▸ **Task brief**
Count lines, not occurrences: report how many lines in the records hold the string "KILBARRACK", and nothing else.

####################

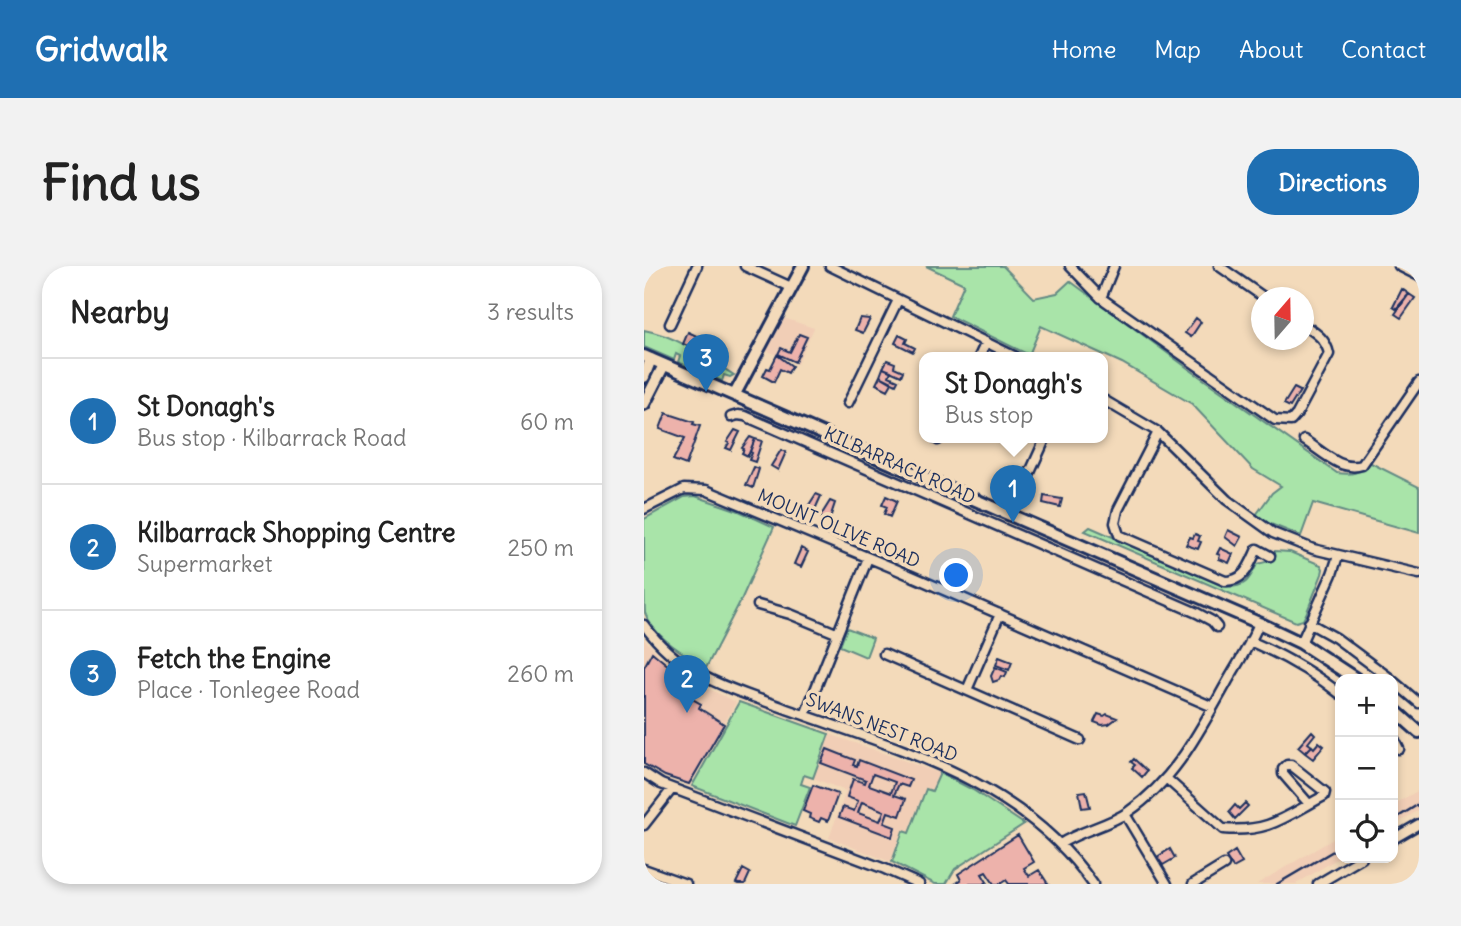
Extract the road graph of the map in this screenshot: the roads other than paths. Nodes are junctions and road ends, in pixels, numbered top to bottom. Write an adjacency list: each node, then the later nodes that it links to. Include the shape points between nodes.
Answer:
1 (697, 266): 14 (street)
2 (745, 266): 10 (street)
3 (803, 266): 10 (main road)
4 (830, 266): 13 (street)
5 (1070, 266): 12 (street)
6 (1114, 266): 12 (street)
7 (1219, 266): 11 (street)
8 (1399, 266): 9 (street)
9 (1419, 276)
10 (791, 287): 23 (main road)
11 (1251, 288)
12 (1101, 298): 15 (street, via 1275,420 1287,422 1297,414 1329,354 1327,344)
13 (898, 300): 16 (street); 24 (street)
14 (670, 324)
15 (1314, 332)
16 (986, 342): 17 (street); 18 (street)
17 (981, 352)
18 (1006, 352)
19 (648, 357): 20 (main road, KILBARRACK ROAD); 21 (main road)
20 (664, 365): 23 (main road, KILBARRACK ROAD); 26 (main road)
21 (644, 377)
22 (1419, 382): 30 (street, via 1362,465 1345,467)
23 (735, 394): 28 (main road, KILBARRACK ROAD)
24 (848, 402)
25 (1108, 403): 29 (street)
26 (644, 404)
27 (731, 417): 31 (street, KILBARRACK ROAD, via 745,416)
28 (809, 426): 31 (street, KILBARRACK ROAD); 38 (main road, KILBARRACK ROAD)
29 (1158, 432): 35 (street, via 1118,510 1115,523 1119,535 1225,582 1245,575 1257,549); 36 (street, via 1259,525 1293,543)
30 (1304, 440)
31 (804, 442): 40 (street, KILBARRACK ROAD)
32 (1043, 443): 33 (street)
33 (1027, 479)
34 (644, 509): 37 (street, MOUNT OLIVE ROAD, via 684,489 706,490)
35 (1270, 556)
36 (1338, 556): 39 (street); 44 (street)
37 (868, 558): 42 (street, MOUNT OLIVE ROAD); 47 (street)
38 (1143, 572): 40 (street); 43 (main road, KILBARRACK ROAD)
39 (1419, 574)
40 (1136, 587): 46 (street, KILBARRACK ROAD)
41 (758, 605): 47 (street)
42 (1000, 614): 54 (street); 57 (street, MOUNT OLIVE ROAD)
43 (1259, 622): 48 (street); 49 (main road, KILBARRACK ROAD)
44 (1309, 623): 49 (street); 52 (street)
45 (644, 625): 59 (street, SWANS NEST ROAD, via 656,641 708,680)
46 (1217, 626)
47 (836, 633): 59 (street)
48 (1250, 641): 55 (street, via 1300,666); 57 (street)
49 (1301, 643): 51 (main road, KILBARRACK ROAD)
50 (884, 654): 54 (street)
51 (1348, 674)
52 (1384, 674)
53 (1398, 685): 56 (street)
54 (967, 690): 61 (street)
55 (1335, 690)
56 (1419, 703)
57 (1213, 707): 63 (street)
58 (1398, 713): 60 (main road)
59 (805, 715): 70 (street, SWANS NEST ROAD, via 967,777 1030,818)
60 (1419, 732)
61 (1080, 740)
62 (644, 774): 64 (street)
63 (1167, 779): 65 (street, via 1223,829 1272,825); 66 (street)
64 (672, 789): 68 (street); 75 (street)
65 (1309, 804): 65 (street, via 1325,792 1287,765 1283,774)
66 (1125, 814): 70 (street); 77 (street)
67 (1419, 824): 69 (street)
68 (644, 825)
69 (1398, 836)
70 (1060, 844): 76 (street, SWANS NEST ROAD)
71 (1210, 859): 78 (street, via 1220,867)
72 (1354, 863): 79 (street)
73 (644, 869): 74 (street)
74 (686, 884)
75 (919, 884)
76 (1093, 884)
77 (1167, 884)
78 (1193, 884)
79 (1318, 884)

####################

▸ **Task result**
10